What to do:
Search the records for lines that contain the word "Bernat". Copy them all.

Exercise material:
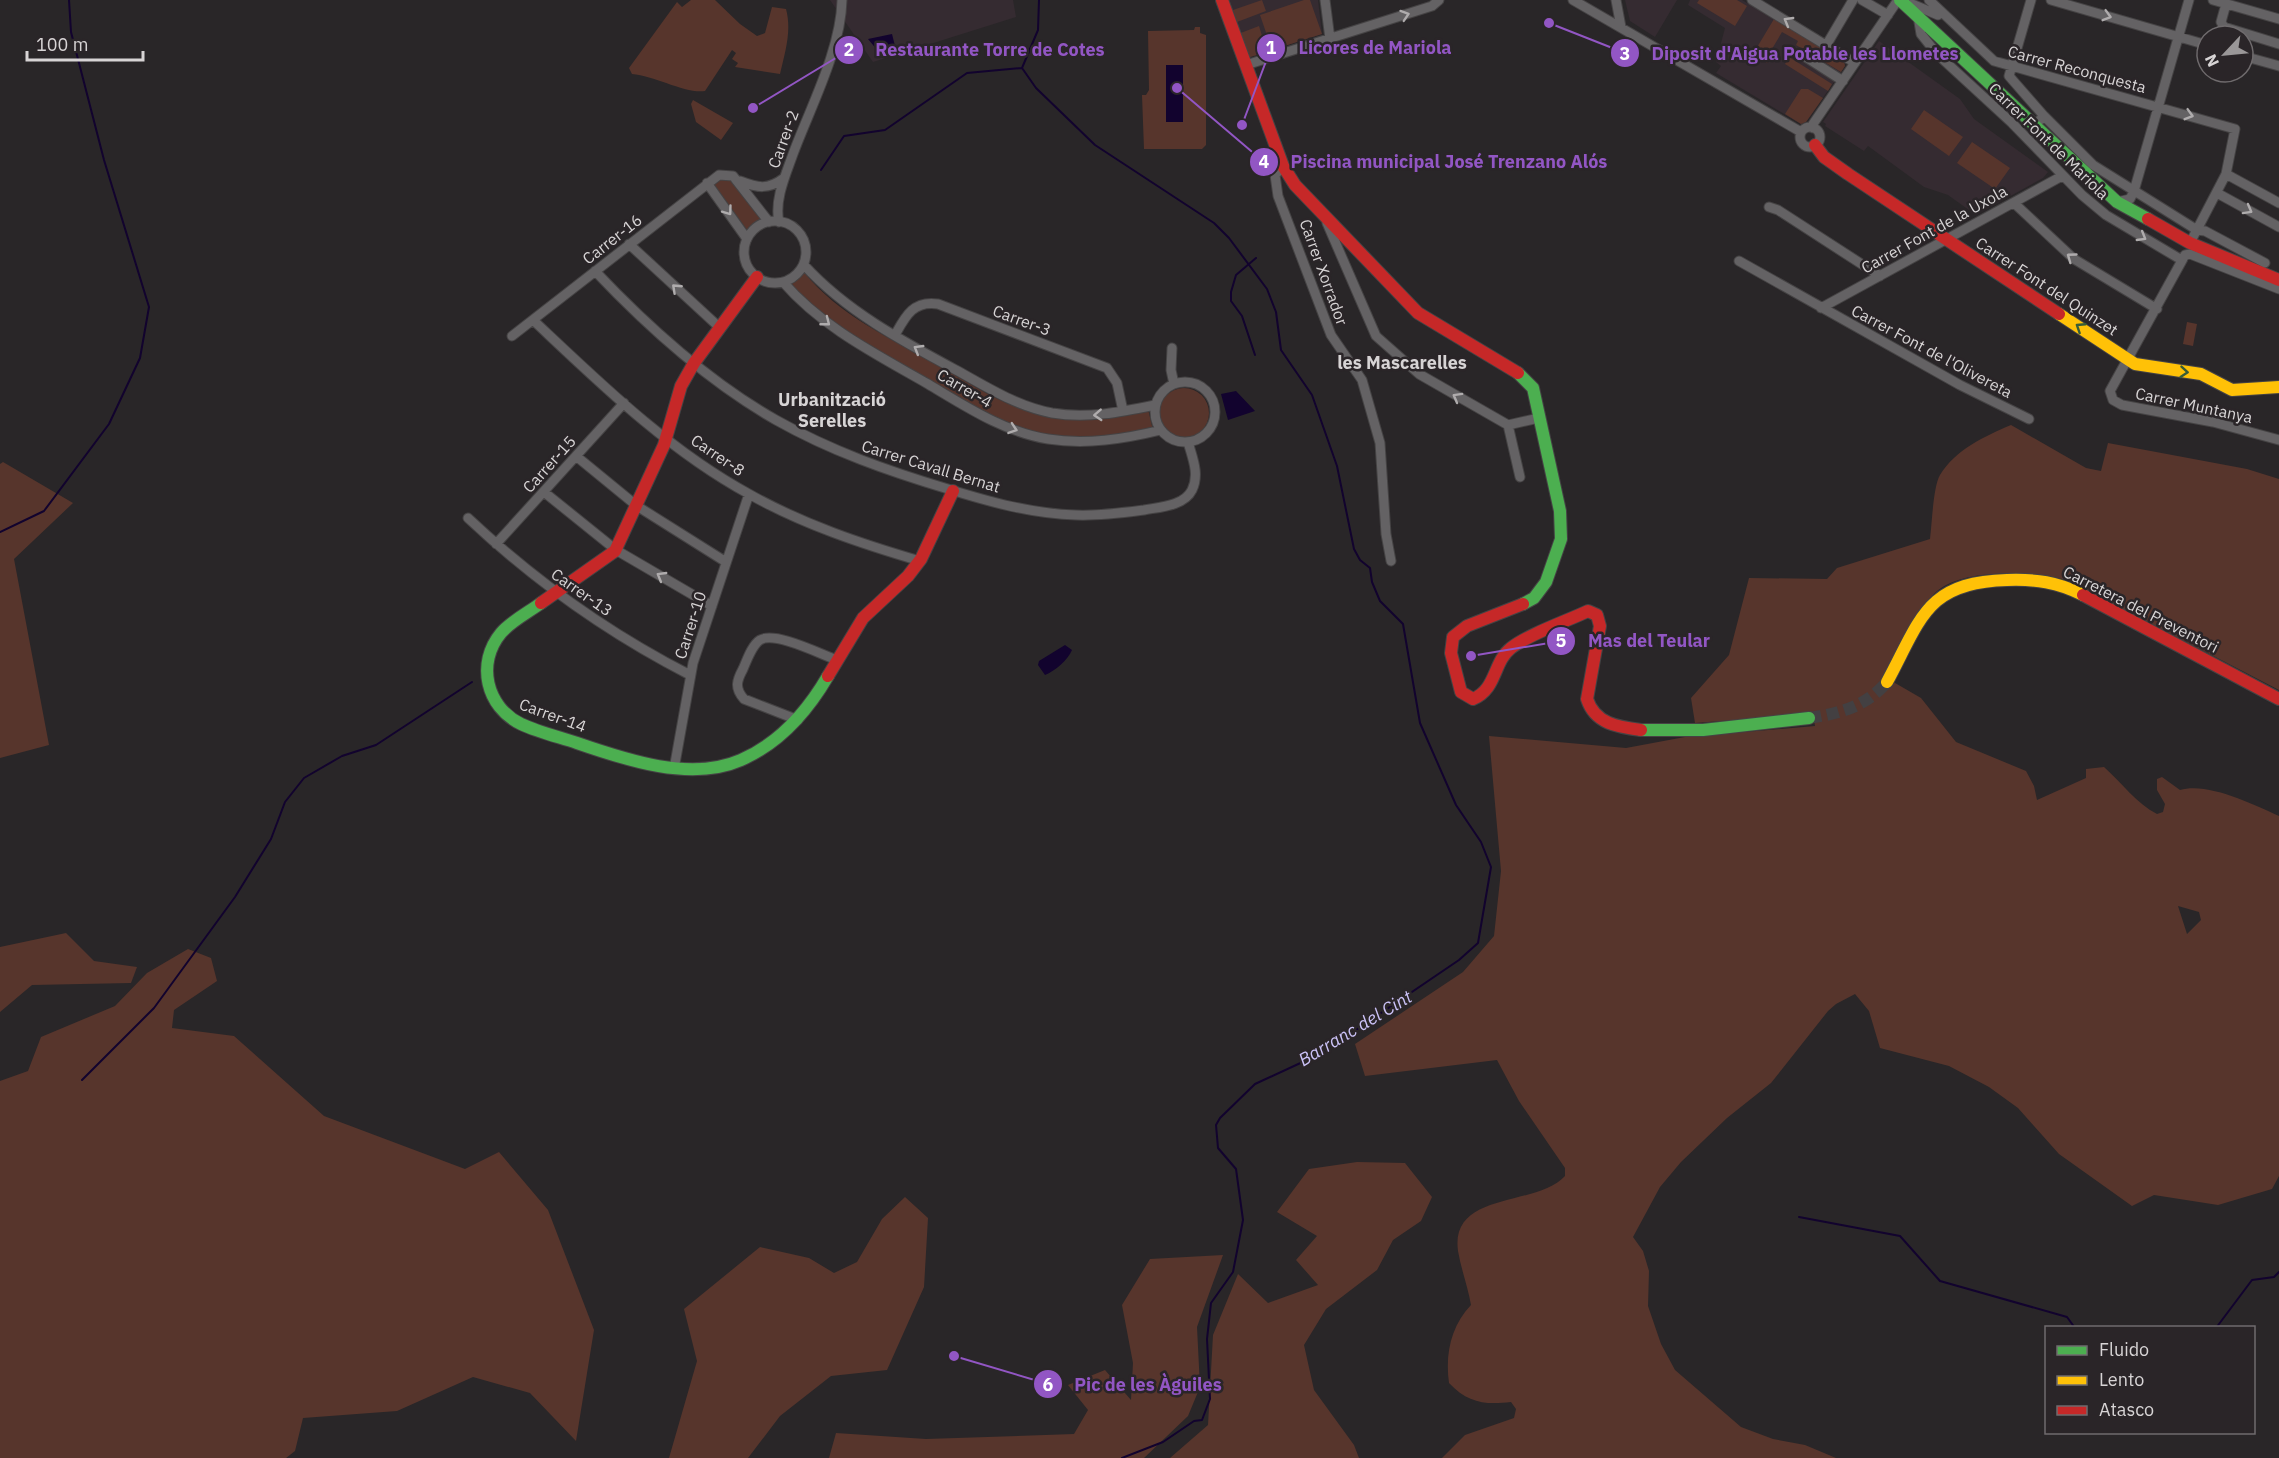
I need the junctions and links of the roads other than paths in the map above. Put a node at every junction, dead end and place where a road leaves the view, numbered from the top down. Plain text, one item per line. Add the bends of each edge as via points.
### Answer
1 (842, 0) edge
2 (1222, 0) edge
3 (1325, 0) edge
4 (1439, 0) edge
5 (1574, 0) edge
6 (1616, 0) edge
7 (1752, 0) edge
8 (1853, 0) edge
9 (1862, 0) edge
10 (1929, 0) edge
11 (2031, 0) edge
12 (2051, 0) edge
13 (2189, 0) edge
14 (2213, 0) edge
15 (1902, 2) edge
16 (2226, 4) junction
17 (1888, 15) junction
18 (1938, 15) dead end
19 (2279, 19) edge
20 (1621, 27) junction
21 (2178, 37) junction
22 (1330, 39) junction
23 (2195, 42) edge
24 (1827, 44) junction
25 (2279, 44) edge
26 (1801, 54) dead end
27 (2255, 59) edge
28 (1855, 63) junction
29 (1246, 65) junction
30 (2011, 66) junction
31 (2279, 66) edge
32 (1843, 81) junction
33 (2002, 106) junction
34 (2158, 107) junction
35 (2044, 116) junction
36 (2034, 127) junction
37 (1813, 128) junction
38 (1802, 132) junction
39 (1815, 146) junction
40 (1283, 166) junction
41 (2226, 174) junction
42 (2062, 176) junction
43 (736, 178) junction
44 (784, 178) junction
45 (707, 183) junction
46 (2217, 193) junction
47 (2132, 195) junction
48 (2117, 202) junction
49 (2014, 203) junction
50 (2279, 203) edge
51 (1769, 207) dead end
52 (2133, 213) junction
53 (1322, 214) junction
54 (774, 222) junction
55 (2279, 227) edge
56 (2197, 230) junction
57 (747, 239) junction
58 (1947, 239) junction
59 (2190, 243) junction
60 (629, 244) junction
61 (2183, 257) junction
62 (1739, 261) dead end
63 (2265, 263) dead end
64 (804, 265) junction
65 (595, 271) junction
66 (1880, 276) junction
67 (757, 277) junction
68 (2279, 280) edge
69 (783, 282) junction
70 (2279, 290) edge
71 (1821, 308) junction
72 (2157, 309) junction
73 (533, 320) junction
74 (719, 327) junction
75 (895, 335) junction
76 (512, 336) dead end
77 (1172, 348) dead end
78 (2129, 358) junction
79 (694, 363) junction
80 (1174, 384) junction
81 (2279, 387) edge
82 (624, 403) junction
83 (1155, 405) junction
84 (1123, 411) junction
85 (1539, 418) junction
86 (2029, 419) dead end
87 (1508, 425) junction
88 (1161, 430) junction
89 (666, 436) junction
90 (2279, 440) edge
91 (1188, 442) junction
92 (576, 456) junction
93 (1520, 477) dead end
94 (953, 491) junction
95 (544, 492) junction
96 (749, 494) junction
97 (637, 506) junction
98 (468, 518) dead end
99 (496, 544) junction
100 (616, 549) junction
101 (920, 561) junction
102 (1391, 561) dead end
103 (726, 562) junction
104 (557, 593) junction
105 (712, 606) junction
106 (837, 660) junction
107 (690, 675) junction
108 (1887, 682) tunnel mouth
109 (2279, 699) edge
110 (1809, 718) tunnel mouth
111 (798, 720) junction
112 (674, 769) junction

1 - 44 street, Carrer-2 via 833,46
2 - 29 street
3 - 22 street
22 -> 4 street via 1432,6
5 - 20 street
6 - 20 street
24 -> 7 street
8 - 24 street
9 - 17 street
10 - 30 street, Carrer Reconquesta via 1994,61
11 - 30 street
12 -> 21 street
13 - 21 street
14 - 16 street
15 - 17 street
15 - 18 street
15 - 33 street
16 - 19 street
16 - 25 street via 2221,22 2224,27
17 - 28 street
20 - 38 street
21 - 23 street
21 - 34 street
22 - 29 street
24 - 28 street
26 - 32 street
27 - 31 street
28 - 32 street
29 - 40 street
30 - 34 street, Carrer Reconquesta
30 - 35 street via 2011,79
32 - 37 street
33 - 36 street
33 - 42 street, Carrer Font de Mariola
34 -> 41 street, Carrer Reconquesta via 2233,128 2236,132
34 - 47 street
35 - 36 street
35 - 47 street via 2093,165
36 - 48 street
37 - 38 street
37 - 39 street via 1819,134
38 - 39 street via 1803,145
39 - 58 street, Carrer Font del Quinzet via 1832,162
40 - 53 street
40 - 102 street, Carrer Xorrador via 1275,175 1278,196 1331,335 1361,377 1379,440
41 - 46 street
41 - 50 street
42 - 49 street, Carrer Font de la Uxola
42 -> 61 street, Carrer Font de Mariola via 2106,215
43 - 44 street via 767,188
43 - 45 street, Carrer-16 via 721,174
43 - 54 street
44 - 54 street, Carrer-2
45 -> 57 street
45 - 60 street, Carrer-16
46 -> 55 street
46 - 56 street
47 - 48 street
47 - 52 street
47 - 56 street
48 - 52 street
49 - 58 street, Carrer Font de la Uxola
72 -> 49 street via 2074,259
51 - 66 street
52 - 59 street
53 - 85 street via 1424,318 1525,377 1533,388
87 -> 53 street via 1419,374 1376,336
54 - 57 street via 760,225
54 - 64 street via 796,230 802,237
56 - 59 street
56 - 63 street
57 - 67 street via 745,260
58 - 66 street, Carrer Font de la Uxola
78 -> 58 street, Carrer Font del Quinzet
59 - 68 street
60 - 65 street, Carrer-16
74 -> 60 street
61 - 70 street, Carrer Font de Mariola via 2190,254
61 - 72 street
62 - 71 street, Carrer Font de l'Olivereta
64 - 69 street
64 - 75 street, Carrer-4 via 847,305
65 - 73 street, Carrer-16
65 - 79 street, Carrer Cavall Bernat
66 - 71 street, Carrer Font de la Uxola
67 - 69 street
67 - 74 street, Carrer-14
69 -> 88 street, Carrer-4 via 848,338 1000,424 1048,439 1087,442
71 - 86 street, Carrer Font de l'Olivereta
72 - 78 street
73 - 76 street, Carrer-16
73 - 82 street, Carrer-8
74 - 79 street, Carrer-14
84 -> 75 street, Carrer-4 via 1070,415 1022,405
75 - 84 street, Carrer-3 via 914,308 938,304 1107,368 1117,383
77 - 80 street
78 -> 81 street, Carrer Font del Quinzet via 2135,364 2201,374 2232,390
78 - 90 street, Carrer Muntanya via 2110,392 2113,400 2122,405 2213,422
79 - 89 street, Carrer-14 via 677,397
79 - 94 street, Carrer Cavall Bernat via 745,401 829,447
80 - 83 street
80 - 91 street via 1192,383 1200,387 1214,409 1206,434
82 - 89 street, Carrer-8
82 - 92 street, Carrer-15
83 - 84 street, Carrer-4
83 - 88 street
85 - 87 street
85 - 110 street via 1562,539 1542,588 1527,603 1467,626 1453,637 1451,653 1458,686 1464,695 1473,699 1486,693 1502,659 1515,645 1588,611 1597,615 1600,626 1587,699 1602,721 1664,730
87 - 93 street
88 - 91 street via 1174,440
89 - 96 street, Carrer-8 via 682,451
89 - 97 street, Carrer-14
91 - 94 street, Carrer Cavall Bernat via 1195,483 1186,498 1168,505 1111,515 1075,516 1036,512
92 - 95 street, Carrer-15
92 - 97 street
94 - 101 street, Carrer-14
95 - 99 street, Carrer-15
95 - 100 street
96 - 101 street, Carrer-8 via 849,538
96 - 103 street, Carrer-10
97 - 100 street, Carrer-14
97 - 103 street
98 - 99 street, Carrer-13
99 - 104 street, Carrer-13
100 - 104 street, Carrer-14
105 -> 100 street
101 - 106 street, Carrer-14 via 871,608
103 - 105 street, Carrer-10
104 - 107 street, Carrer-13 via 594,620
104 - 112 street, Carrer-14 via 496,639 486,660 487,681 494,700 521,724
105 - 107 street, Carrer-10
106 - 111 street, Carrer-14
106 - 111 street via 775,638 756,644 738,678 739,694
107 - 112 street, Carrer-10
108 - 109 street, Carretera del Preventori via 1928,611 1946,592 1977,582 2034,580 2069,588
111 - 112 street, Carrer-14 via 774,743 747,759 722,767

Completed exercise:
65 - 79 street, Carrer Cavall Bernat
79 - 94 street, Carrer Cavall Bernat via 745,401 829,447
91 - 94 street, Carrer Cavall Bernat via 1195,483 1186,498 1168,505 1111,515 1075,516 1036,512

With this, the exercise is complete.